The process of migrating from multiple pieces of software to a single ITM is often a costly and time-consuming. It may make sense for large organisations that are likely to secure productivity and cost savings from the standardisation of HR operations.
The ability to do advanced reporting is then a happy bonus. If organisations simply want to move to advanced reporting, the use of BI software is likely to be an easier and more cost effective method of getting there.
Strategic and predictive analytics
At the heart of strategic and predictive analytics is the search to identify cause and effect relationships.
- How do people contribute to business performance?
- What factors cause employee attrition to increase?
Once cause and effect relationships have been identified, the results of the analysis can be used to make predictions about the future. Which employees are most likely to quit in the next 12 months?
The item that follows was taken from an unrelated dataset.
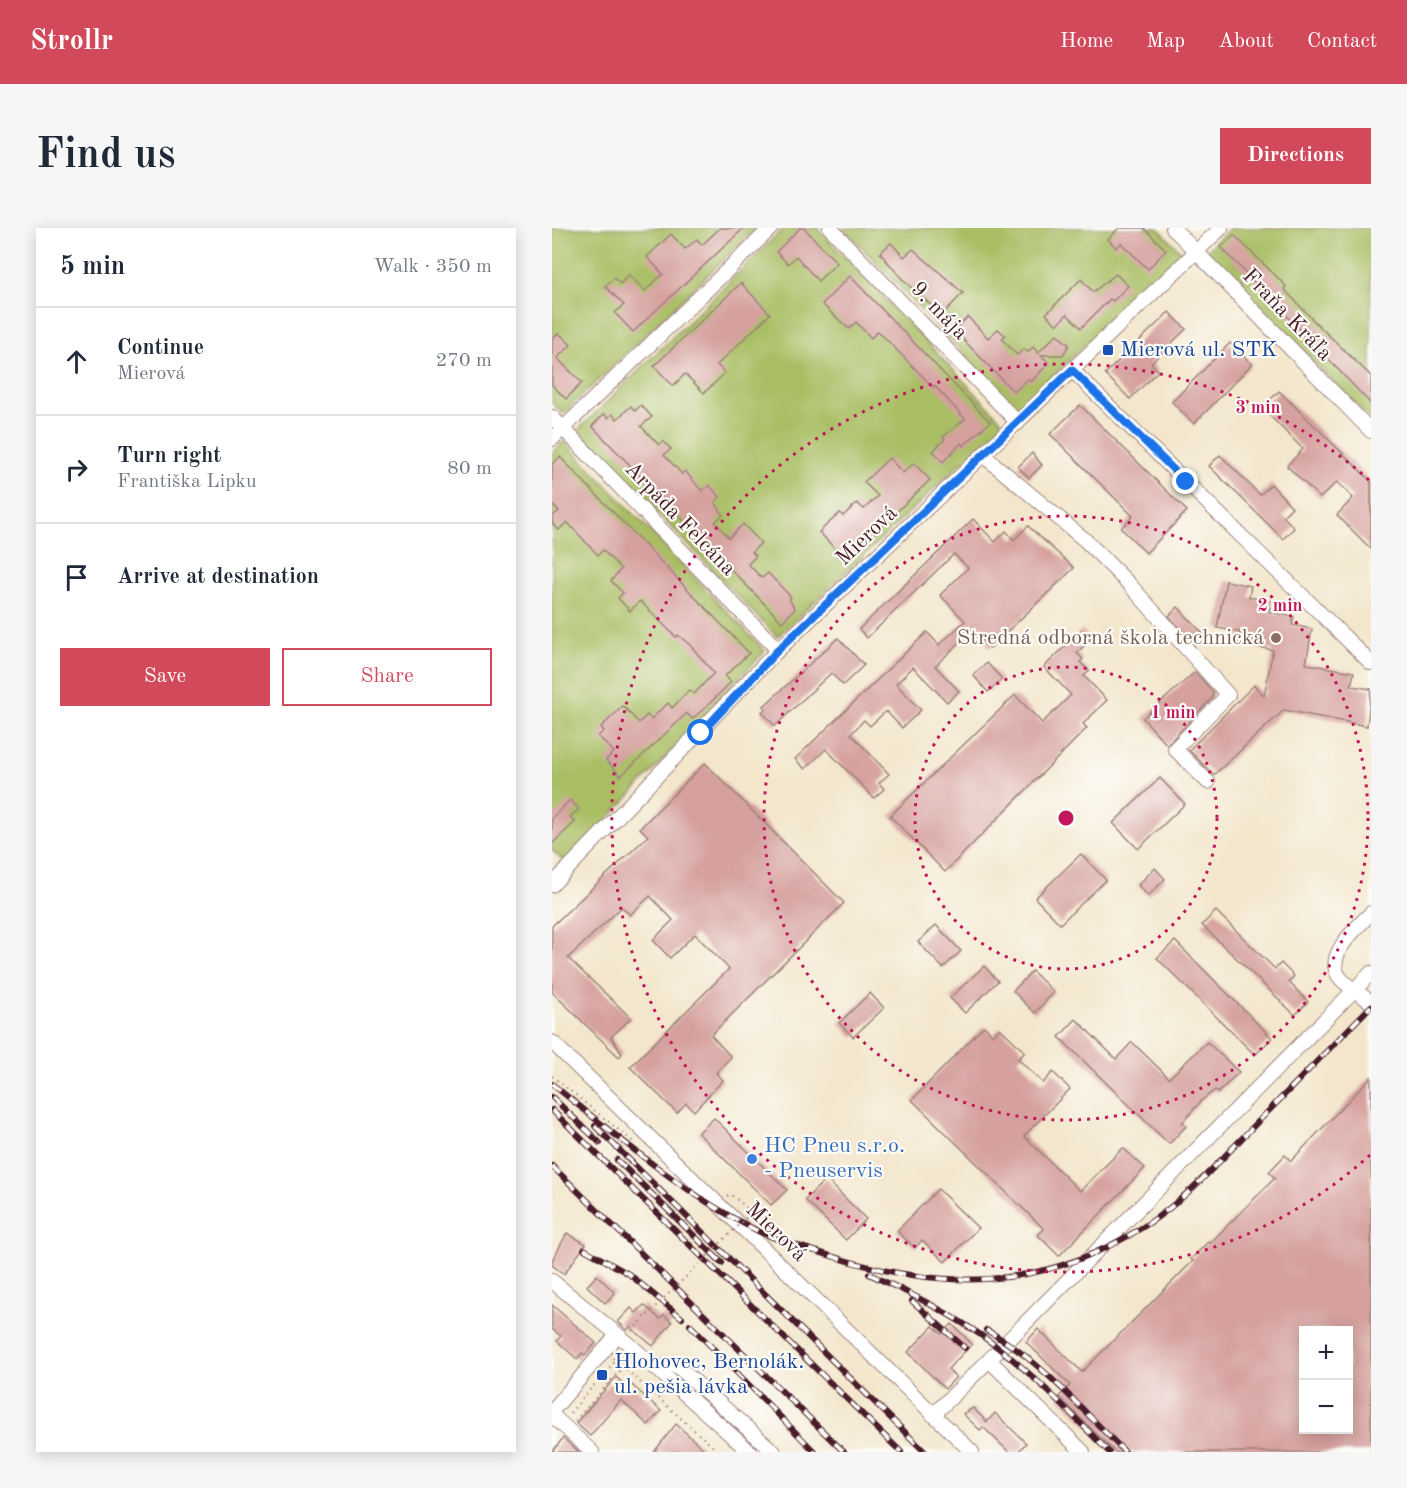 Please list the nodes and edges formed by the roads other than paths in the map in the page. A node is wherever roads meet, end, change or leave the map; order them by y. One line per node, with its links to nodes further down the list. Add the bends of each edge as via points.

What would happen to business unit performance if staffing arrangements were changed?
The results can then be used to help managers to manage better, for example to better understand how an increased bonus might change the chances that a key employee will quit, or how increasing employee engagement in a business unit is likely to improve the performance of that business unit.
At a (relatively) simple level, strategic and predictive analytics can be undertaken by researchers with advanced (MSc/PhD) level quantitative skills in psychology, economics or sociology.
Data scientists with a background in computing are increasingly moving beyond this approach to use machine learning to automate and repeat the sort of analysis that social scientists do through bespoke analysis.
Technically, none of this is particularly hard for an organisation that has already developed the capabilities to do advanced reporting.
However, evidence suggests that very few organisations have progressed to using their data to understand the cause and effect relationships that underpin business success.
What aren’t organisations making more progress in this area?
The reasons for this lack of progress seem to be threefold.
First, HR leaders are not convinced that the human factors in their business can be modelled quantitatively. Second, there is a shortage of people with the right technical skills to undertake such analysis.
People working at the coalface of HR analytics are typically very good at programming database queries and extracting data for simple analysis in spreadsheet software, but have less understanding of the principles and practice of modelling complex cause and effect relationships.
Third, people with the right technical skills may often lack the business insight and influencing skills to develop analytical models that are trusted by managers. Without this trust in the models, managers are unwilling to use the results in decision making.
Three predictions about the future
In the light of this short overview of the HR analytics landscape, it is possible to make three predictions about the immediate future of HR analytics.
- Advanced reporting through BI tools is likely to grow in popularity as organisations come to appreciate the value they can get from it.
- Adoption of ITM software as a means to achieving HR analytics is likely to be more limited because of the high costs of migrating to an ITM suite. Some organisations will do it but for operational reasons; improved advanced reporting capabilities are a useful side effect, not the main purpose of ITM suites.
- The spread of strategic and predictive analytics is likely to be slower. Although the small number of organisations that have already developed the capabilities to do advanced and predictive HR analytics have found the results to be transformative, development is likely to be limited by a shortage of people with the skills (technical and managerial) to make it work.